Information Fusion with ProFusion*

			Susan Gauch

		Department of Electrical Engineering and Computer Science
		The University of Kansas, Lawrence, KS 66045

			sgauch@eecs.ukans.edu

		*http://www.eecs.ukans.edu/~sgauch/ddih.html

Abstract

	The explosion of World Wide Web pages led to the development 
of search engines to manage the information overload.  Today, there is a 
mini-explosion in World Wide Web search engines, which has led to the 
development of ProFusion.  Military personnel, like other users, do not have 
the time to evaluate multiple search engines to knowledgeably select the best 
for their uses.  Nor do they have the time to submit each query to 
multiple search engines and wade through the resulting flood of good 
information, duplicated information, irrelevant information, and 
missing documents.  ProFusion is a meta search engine which sends user 
queries to multiple underlying search engines in parallel, retrieves and 
merges the resulting URLs.  It identifies and removes duplicates and 
creates one relevance-ranked list.  If desired, the actual documents can be 
pre-fetched to remove yet more duplicates and broken links.  The 
performance of ProFusion compared to the individual search engines and 
other meta searchers is currently being evaluated.  A paper submitted
to WebNet '96 which describes the existing prototype (and the prototype 
itself) are available from http://www.eecs.ukans.edu/~sgauch/ddih.html.
Recent extensions allow ProFusion to operate as an ongoing
information filtering system which notifies users of new developments in
their field.  Ongoing work is focusing on making search processes more intelligent,
creating independent search agents which retrieve an analyse the documents
themselves, not merely the document URLs.

The result of these two thrusts will be an intelligent search assistant
which periodically searches the Web, collects the retrieved documents,
compares the results with results already obtained, and notifies the user
only of new and interesting results.

1. Introduction

	There are a huge number of documents on the World Wide Web, 
making it very difficult to locate information that is relevant to a user's 
interest.
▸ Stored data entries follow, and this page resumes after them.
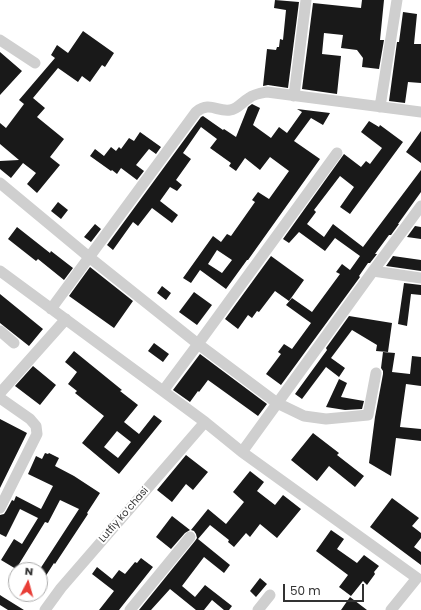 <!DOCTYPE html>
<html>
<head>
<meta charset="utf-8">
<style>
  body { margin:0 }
  #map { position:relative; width:421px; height:610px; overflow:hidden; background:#fff; font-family:Poppins,sans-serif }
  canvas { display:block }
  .north { position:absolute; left:8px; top:562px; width:40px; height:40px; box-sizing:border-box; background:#fff; border:1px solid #adadad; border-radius:50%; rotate:6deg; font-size:11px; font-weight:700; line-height:16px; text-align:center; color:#323232 }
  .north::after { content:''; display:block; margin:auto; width:14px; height:18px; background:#e83d36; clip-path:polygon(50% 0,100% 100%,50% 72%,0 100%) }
  .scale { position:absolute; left:283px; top:584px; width:81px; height:18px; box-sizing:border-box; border:2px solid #323232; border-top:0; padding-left:5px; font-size:12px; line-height:14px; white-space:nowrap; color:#323232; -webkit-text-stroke:3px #fff; paint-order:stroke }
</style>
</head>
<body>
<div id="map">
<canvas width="421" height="610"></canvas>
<div class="north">N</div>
<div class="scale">50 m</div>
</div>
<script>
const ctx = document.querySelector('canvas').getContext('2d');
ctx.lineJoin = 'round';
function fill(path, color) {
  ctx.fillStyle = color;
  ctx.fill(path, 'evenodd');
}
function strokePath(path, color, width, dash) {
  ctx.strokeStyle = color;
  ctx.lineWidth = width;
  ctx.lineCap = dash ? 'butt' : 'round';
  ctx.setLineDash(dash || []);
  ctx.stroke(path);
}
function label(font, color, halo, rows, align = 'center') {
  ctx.font = font + ' Poppins,sans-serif';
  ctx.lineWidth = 4;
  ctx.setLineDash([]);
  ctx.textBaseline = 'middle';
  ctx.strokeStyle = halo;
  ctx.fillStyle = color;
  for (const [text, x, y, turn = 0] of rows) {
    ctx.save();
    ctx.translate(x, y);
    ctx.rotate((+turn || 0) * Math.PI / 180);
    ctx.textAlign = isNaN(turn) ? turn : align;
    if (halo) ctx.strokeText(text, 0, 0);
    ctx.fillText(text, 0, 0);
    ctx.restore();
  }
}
fill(new Path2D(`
  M275 0 299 2 288 88 268 85 263 86 267 49 276 50 277 47H279L280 39 283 40 286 10 274 8Z
  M362 0H384L380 40H384L379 69 362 67 363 58 357 50 341 48 343 35 324 33 322 54 341 56 337 94 302 89 313 3 361 8Z
  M403 12 417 14 414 44H421V83L408 82 405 103 389 101 397 42H399Z
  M83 31 114 53 105 67 102 65 90 82 82 76 78 82 58 68 33 98 45 108 37 117 64 139 50 157 60 165 37 193 27 184 36 173 23 163 11 178 0 169V161L19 160 0 144V123L6 128 24 104 19 100 55 58 51 55 57 45 68 53Z
  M0 52 22 71 0 95Z
  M252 104 260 108 253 125 271 138 279 127 287 133 302 112 297 109 330 113 323 125 311 118 294 141 320 159 248 260H247L226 289 200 270 191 283 183 278 213 236 221 242 227 234 231 236 255 202 252 200 258 192 269 199 289 171 270 157 260 170 245 158 236 171 229 166 231 163 210 148 217 139 201 127 183 153 191 159 176 180 182 185 177 191 170 187 160 201 178 215 172 223 152 208 138 226 133 222 113 250 107 245 201 117 203 116 223 130 224 129 236 137 248 107ZM217 250 232 260 222 273 208 264Z
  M369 121 379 127 380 125 403 142 350 214 340 207 354 187 340 176 314 210 316 212 307 224 324 237 333 224 363 247 421 170V192L398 224H399L391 235H389L375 254H377L370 263H368L359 276 360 277 281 385 266 374 281 354 278 352 284 344 292 349 311 323 286 305 292 298 312 312 340 274 336 272 342 264 350 270 360 256 335 238 325 251 299 232 289 243 283 239 344 154 361 167 366 161 370 164 382 148 361 132Z
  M421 131V163L406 152Z
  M140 132 161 147 156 154 149 149 136 165 144 171 137 180 121 168 117 174 112 170 111 171 90 156 95 149 104 156 111 147 116 151 119 147 121 149 129 138 134 141Z
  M58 202 68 210 61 219 51 211Z
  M95 224 101 229 91 242 84 237Z
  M415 226 421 227V239L407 237Z
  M17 227 50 253 51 251 73 268 64 280 38 259 36 261 8 239Z
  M271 256 304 280 289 301 275 291 259 312 257 311 252 318 248 315 238 329 225 319Z
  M393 256 421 260V271L386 266Z
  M90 267 133 301 114 328 69 296Z
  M404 283 421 285V295L411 294 407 326 398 324Z
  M162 286 171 293 166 300 157 293Z
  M194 292 212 305 197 325 179 312Z
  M0 294 43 329 29 346 0 323Z
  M349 316 392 323 388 352 376 351 377 345 352 330 331 358 345 368 339 377 326 367 302 399 295 394 327 350 326 348Z
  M154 343 169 354 163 362 148 351Z
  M74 351 122 390 120 391 138 405 124 422 139 434 154 415 162 421 119 474 82 443 104 416 75 393 77 391 68 384 77 372 65 362ZM117 431 131 442 118 458 104 447Z
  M383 352 395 353 392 372 410 374 412 356 421 357V386L406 384 400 427 421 429V441L396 438 391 476 369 463 375 417 383 374V371L381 368Z
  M200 354 267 404 258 416 208 380 199 392 198 391 190 402 173 390Z
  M33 366 56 385 40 405 15 386Z
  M339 379 347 383 341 397 364 401 362 409 345 410 326 407Z
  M0 419 27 433 0 488Z
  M313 433 339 453 337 455 364 476 355 487 329 466 317 481 291 460Z
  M45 453 48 454 49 453 59 458 55 466 74 476 100 493 87 513 88 514 55 564 54 563 40 585V569L79 509 60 500 48 523 45 522 16 569 1 560 14 539 22 544 38 518 20 509 6 537 0 534V515L4 514 6 511 12 500 14 501 16 496 41 509 53 486 28 474 36 456 42 459Z
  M186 455 208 472 193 490 186 484 172 502 157 490Z
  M250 471 264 482 257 491 275 505 283 495 301 509 277 538 260 524 250 537 246 533 234 547 228 542 229 540 210 525 198 539 230 565 224 573 204 557 182 586 195 597 205 585 232 606 229 610H224L212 600 204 610H196L170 589 151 610H139L195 541 197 538 196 534 194 531 191 530 208 509 226 524 244 502 233 492Z
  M392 498 419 518 412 526 421 533V538L414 547 421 552V565L370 527Z
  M172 516 190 530 185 533 171 549 156 537Z
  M331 530 344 539 337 549 357 563 364 555 379 566 374 572 375 574 367 585 363 581 351 596 339 587 348 575 316 551Z
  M141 558 153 567 119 610H99L114 591 92 574 97 567 112 579 119 570 125 574 135 562 137 563Z
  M260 578 267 584 256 597 250 591Z
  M0 595 3 597 24 610H8L0 605Z
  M350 597 367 610H341Z`), '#191919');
strokePath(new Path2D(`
  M0 40 35 63
  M294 96 306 0
  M380 107 397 0
  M0 183 89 257 198 344 277 403 304 416 326 419 368 415 376 373
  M0 271 205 422 242 452 417 578 391 610
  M373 271 421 278
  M51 309 196 112C210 101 217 112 230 110 238 109 242 102 249 98 254 94 261 93 267 92L421 112
  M0 331 14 343
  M163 391 198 344 337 153
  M0 393 66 319
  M0 398 30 419 36 426 37 434 0 508
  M242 452 373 271 421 206
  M45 610 61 588 205 422
  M130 610 190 537
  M258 610 270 595`), '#cfcfcf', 11);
label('10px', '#323232', '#fff', [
  ["Lutfiy koʻchasi",124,515,-49]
]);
</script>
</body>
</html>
Search tools such as InfoSeek[12] and Lycos[13] index huge 
collections of  Web documents, allowing users to search the World Wide 
Web via keyword-based queries. Given a query, such search tools search 
their individual index and present the user with a list of items that are 
potentially relevant, generally presented in ranked order.  However large 
the indexes are, still each search tool indexes only a subset of all 
documents available on WWW.  As more and more search tools  become 
available, each covering a different (overlapping) subset of Web 
documents, it becomes increasingly difficult to choose the right one to use 
for a specific information need.  ProFusion has been developed to help 
deal with this problem.

2. Related Work

	There are several different approaches to managing the 
proliferation of Web search engines.  One solution is to use a large Web 
page that lists several search engines and allows users to query one search 
engine at a time.  One example of this approach is All-in-One Search Page 
[11].  Unfortunately, users still have to choose one  search engine to 
which to submit their search.  

	Another approach is to use intelligent agents 
to bring back documents that are relevant to a user's interest.  Such agents 
[3][4] provide personal assistance to a user.  For example, [3] describes an 
adaptive agent that can bring back web pages of a user's interest daily. The 
user gives relevance feedback to the agent by evaluating web pages that were 
brought back. The agent them makes adjustment for future searches on relevant 
web pages.  However, these agents [3, 4] gather information from only their
own search index, which may limit the amount of information they have
access to.

	A different approach is the meta search 
method which builds on top of other search engines.  Queries are 
submitted to the meta search engine which in turn sends the query to 
multiple single search  engines.  When retrieved items are returned by 
the underlying search engines, it further processes these items and 
presents relevant items to the user.   ProFusion [9], developed at the 
University of Kansas,  is one such search engines.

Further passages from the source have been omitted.